I have two data sets, Review Data & Topic Data
Dput code of my Review Data
structure(list(Review = structure(2:1, .Label = c("Canteen Food could be improved",
"Sports and physical exercise need to be given importance"), class = "factor")), class = "data.frame", row.names = c(NA,
-2L))
Dput code of my Topic Data
structure(list(word = structure(2:1, .Label = c("canteen food",
"sports and physical"), class = "factor"), Topic = structure(2:1, .Label = c("Canteen",
"Sports "), class = "factor")), class = "data.frame", row.names = c(NA,
-2L))
Dput of my Desired Output, I want to look up the words which are appearing in Topic Data and map the same to the Review Data
structure(list(Review = structure(2:1, .Label = c("Canteen Food could be improved",
"Sports and physical exercise need to be given importance"), class = "factor"),
Topic = structure(2:1, .Label = c("Canteen", "Sports "), class = "factor")), class = "data.frame", row.names = c(NA,
-2L))
What you want is something like a fuzzy join. Here's a brute-force looking for strict substring (but case-insensitive):
library(dplyr)
review %>%
full_join(topic, by = character()) %>% # full cartesian expansion
group_by(word) %>%
mutate(matched = grepl(word[1], Review, ignore.case = TRUE)) %>%
ungroup() %>%
filter(matched) %>%
select(-word, -matched)
# # A tibble: 2 x 2
# Review Topic
# <fct> <fct>
# 1 Sports and physical exercise need to be given importance "Sports "

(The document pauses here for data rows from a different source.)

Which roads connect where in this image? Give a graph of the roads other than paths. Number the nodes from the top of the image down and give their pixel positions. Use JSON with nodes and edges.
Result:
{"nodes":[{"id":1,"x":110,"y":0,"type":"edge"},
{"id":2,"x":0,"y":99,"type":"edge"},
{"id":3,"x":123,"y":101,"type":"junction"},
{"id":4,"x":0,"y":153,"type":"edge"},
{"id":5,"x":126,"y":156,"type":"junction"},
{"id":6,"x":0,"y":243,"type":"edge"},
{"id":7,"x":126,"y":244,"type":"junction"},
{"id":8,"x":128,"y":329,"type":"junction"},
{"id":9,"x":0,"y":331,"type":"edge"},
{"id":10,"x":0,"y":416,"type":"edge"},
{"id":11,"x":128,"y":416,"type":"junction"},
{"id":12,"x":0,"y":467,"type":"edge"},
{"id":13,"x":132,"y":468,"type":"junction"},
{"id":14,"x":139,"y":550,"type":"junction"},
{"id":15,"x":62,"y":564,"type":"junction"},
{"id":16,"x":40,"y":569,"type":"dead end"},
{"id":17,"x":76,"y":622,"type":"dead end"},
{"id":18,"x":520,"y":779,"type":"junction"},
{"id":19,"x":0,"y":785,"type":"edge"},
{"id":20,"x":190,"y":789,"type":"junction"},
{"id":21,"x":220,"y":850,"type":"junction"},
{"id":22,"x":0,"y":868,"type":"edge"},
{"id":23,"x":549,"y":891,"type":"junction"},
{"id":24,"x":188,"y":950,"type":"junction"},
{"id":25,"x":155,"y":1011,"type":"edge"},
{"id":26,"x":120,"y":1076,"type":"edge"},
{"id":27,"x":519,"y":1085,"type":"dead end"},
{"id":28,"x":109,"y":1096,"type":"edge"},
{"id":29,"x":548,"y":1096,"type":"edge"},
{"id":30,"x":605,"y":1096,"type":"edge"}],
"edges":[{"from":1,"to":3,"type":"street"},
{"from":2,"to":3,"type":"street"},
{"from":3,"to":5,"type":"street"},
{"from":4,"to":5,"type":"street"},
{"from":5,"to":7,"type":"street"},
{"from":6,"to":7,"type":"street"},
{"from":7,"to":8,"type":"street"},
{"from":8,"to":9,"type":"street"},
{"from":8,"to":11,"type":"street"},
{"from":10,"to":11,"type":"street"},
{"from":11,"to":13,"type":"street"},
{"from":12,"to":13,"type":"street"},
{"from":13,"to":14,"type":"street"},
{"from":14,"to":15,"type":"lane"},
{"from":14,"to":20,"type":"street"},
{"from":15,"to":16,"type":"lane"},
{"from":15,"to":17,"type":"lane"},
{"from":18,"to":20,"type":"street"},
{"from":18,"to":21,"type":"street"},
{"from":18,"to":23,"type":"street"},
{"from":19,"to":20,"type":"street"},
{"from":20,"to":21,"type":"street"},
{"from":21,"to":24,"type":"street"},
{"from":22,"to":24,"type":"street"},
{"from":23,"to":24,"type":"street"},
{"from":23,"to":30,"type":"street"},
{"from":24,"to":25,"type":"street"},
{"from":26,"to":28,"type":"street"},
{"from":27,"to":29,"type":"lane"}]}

# 2 Canteen Food could be improved "Canteen"
It's a little brute-force in that it does a cartesian join of the frames before testing with grepl
, but ... you can't really avoid some parts of that.
You can also use the fuzzyjoin
package, which is meant for joins on fuzzy things (appropriately named).

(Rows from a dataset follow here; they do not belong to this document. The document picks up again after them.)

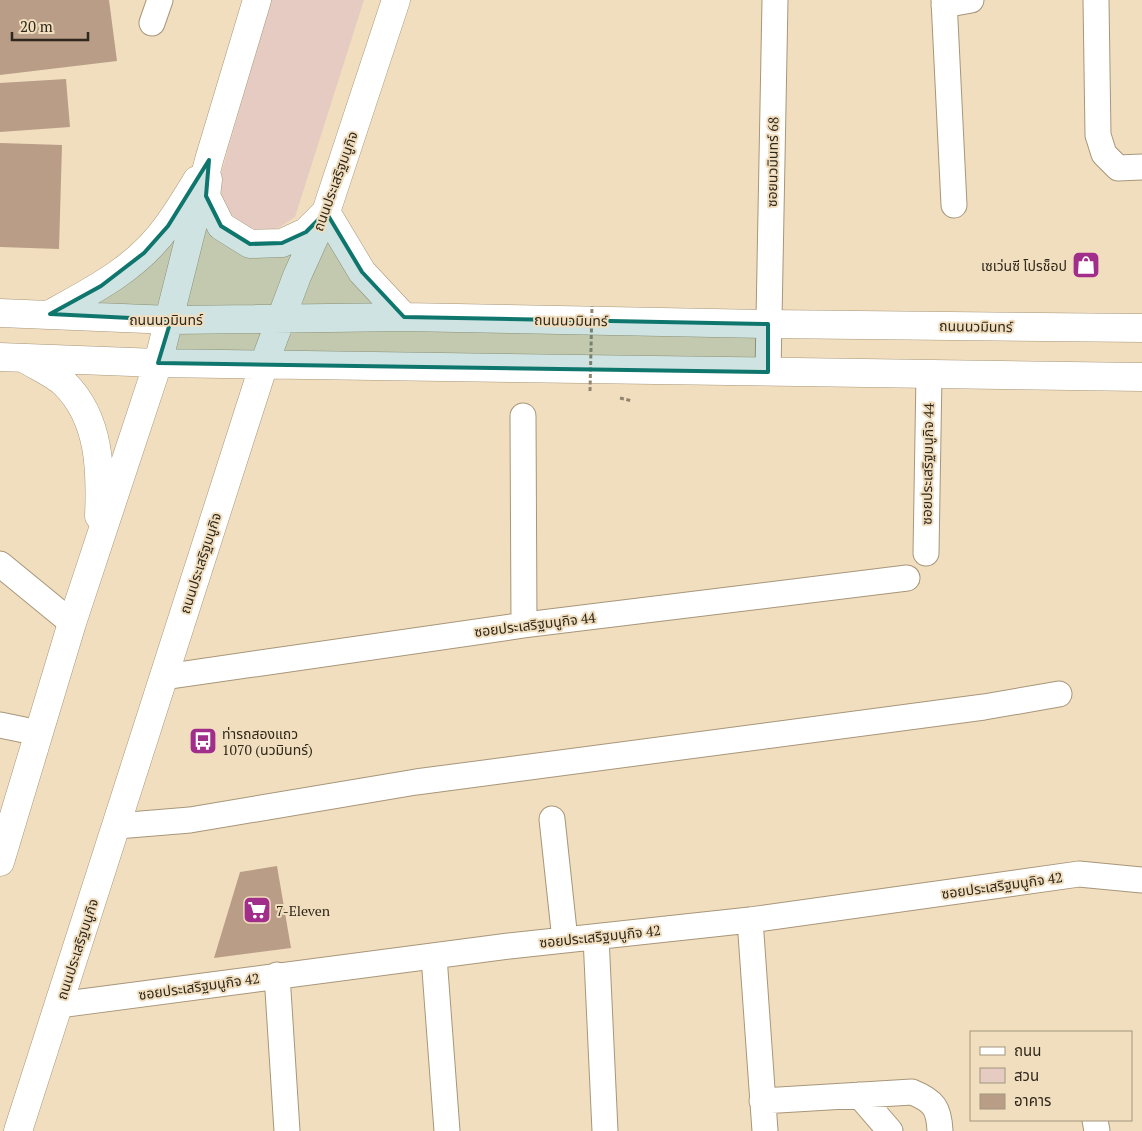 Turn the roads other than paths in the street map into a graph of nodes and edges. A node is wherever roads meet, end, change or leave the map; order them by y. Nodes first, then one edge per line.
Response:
1 (257, 0) edge
2 (396, 0) edge
3 (775, 0) edge
4 (972, 0) edge
5 (1096, 0) edge
6 (944, 3) edge
7 (209, 160) junction
8 (1142, 167) edge
9 (954, 205) dead end
10 (326, 212) junction
11 (0, 313) edge
12 (50, 314) junction
13 (404, 317) junction
14 (282, 318) junction
15 (171, 320) junction
16 (768, 324) junction
17 (1142, 328) edge
18 (11, 357) edge
19 (158, 363) junction
20 (264, 364) junction
21 (768, 372) junction
22 (929, 374) junction
23 (1142, 377) edge
24 (524, 416) dead end
25 (99, 542) junction
26 (926, 553) dead end
27 (0, 564) edge
28 (907, 578) dead end
29 (72, 623) junction
30 (524, 625) junction
31 (164, 677) junction
32 (1059, 694) dead end
33 (0, 725) edge
34 (40, 734) junction
35 (552, 819) dead end
36 (117, 826) junction
37 (2, 846) edge
38 (1142, 880) edge
39 (750, 920) junction
40 (596, 937) junction
41 (565, 940) junction
42 (434, 957) junction
43 (277, 975) junction
44 (59, 1005) junction
45 (859, 1095) junction
46 (762, 1101) junction
47 (18, 1131) edge
48 (287, 1131) edge
49 (447, 1131) edge
50 (605, 1131) edge
51 (764, 1131) edge
52 (890, 1131) edge
53 (940, 1131) edge

1 - 7 main road
2 - 10 main road, ถนนประเสริฐมนูกิจ
3 - 16 street, ซอยนวมินทร์ 68
4 - 6 street
5 - 8 street
6 - 9 street
7 - 10 main road
7 - 12 main road
7 - 15 main road
10 - 13 main road
10 - 14 main road, ถนนประเสริฐมนูกิจ
11 - 12 main road, ถนนนวมินทร์
12 - 15 main road, ถนนนวมินทร์
13 - 14 main road, ถนนนวมินทร์
13 - 16 main road, ถนนนวมินทร์
14 - 15 main road, ถนนนวมินทร์
14 - 20 main road, ถนนประเสริฐมนูกิจ
15 - 19 main road
16 - 17 main road, ถนนนวมินทร์
16 - 21 street, ซอยนวมินทร์ 68
18 - 19 main road
18 - 25 main road
19 - 20 main road
19 - 25 main road
20 - 21 main road
20 - 31 main road, ถนนประเสริฐมนูกิจ
21 - 22 main road
22 - 23 main road
22 - 26 street, ซอยประเสริฐมนูกิจ 44
24 - 30 street
25 - 29 main road
27 - 29 street
28 - 30 street, ซอยประเสริฐมนูกิจ 44
29 - 34 main road
30 - 31 street, ซอยประเสริฐมนูกิจ 44
31 - 36 main road, ถนนประเสริฐมนูกิจ
32 - 36 street
33 - 34 street
34 - 37 main road
35 - 41 street
36 - 44 main road, ถนนประเสริฐมนูกิจ
38 - 39 street, ซอยประเสริฐมนูกิจ 42
39 - 40 street, ซอยประเสริฐมนูกิจ 42
39 - 46 street
40 - 41 street, ซอยประเสริฐมนูกิจ 42
40 - 50 street
41 - 42 street, ซอยประเสริฐมนูกิจ 42
42 - 43 street, ซอยประเสริฐมนูกิจ 42
42 - 49 street
43 - 44 street, ซอยประเสริฐมนูกิจ 42
43 - 48 street
44 - 47 main road, ถนนประเสริฐมนูกิจ
45 - 46 street
45 - 52 street
45 - 53 street
46 - 51 street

fuzzyjoin::regex_left_join(review, topic, by = c(Review = "word"), ignore_case = TRUE)
# Warning: Coercing `pattern` to a plain character vector.
# Review word Topic
# 1 Sports and physical exercise need to be given importance sports and physical Sports
# 2 Canteen Food could be improved canteen food Canteen
The warning is because your columns are factor
s, not character
, it should be harmless. If you want to hide the warning, you can use suppressWarnings
(a little strong); if you want to prevent the warning, convert all applicable columns from factor
to character
(e.g., topic[] <- lapply(topic, as.character)
, same for review$Review
, though modify it if you have numeric columns).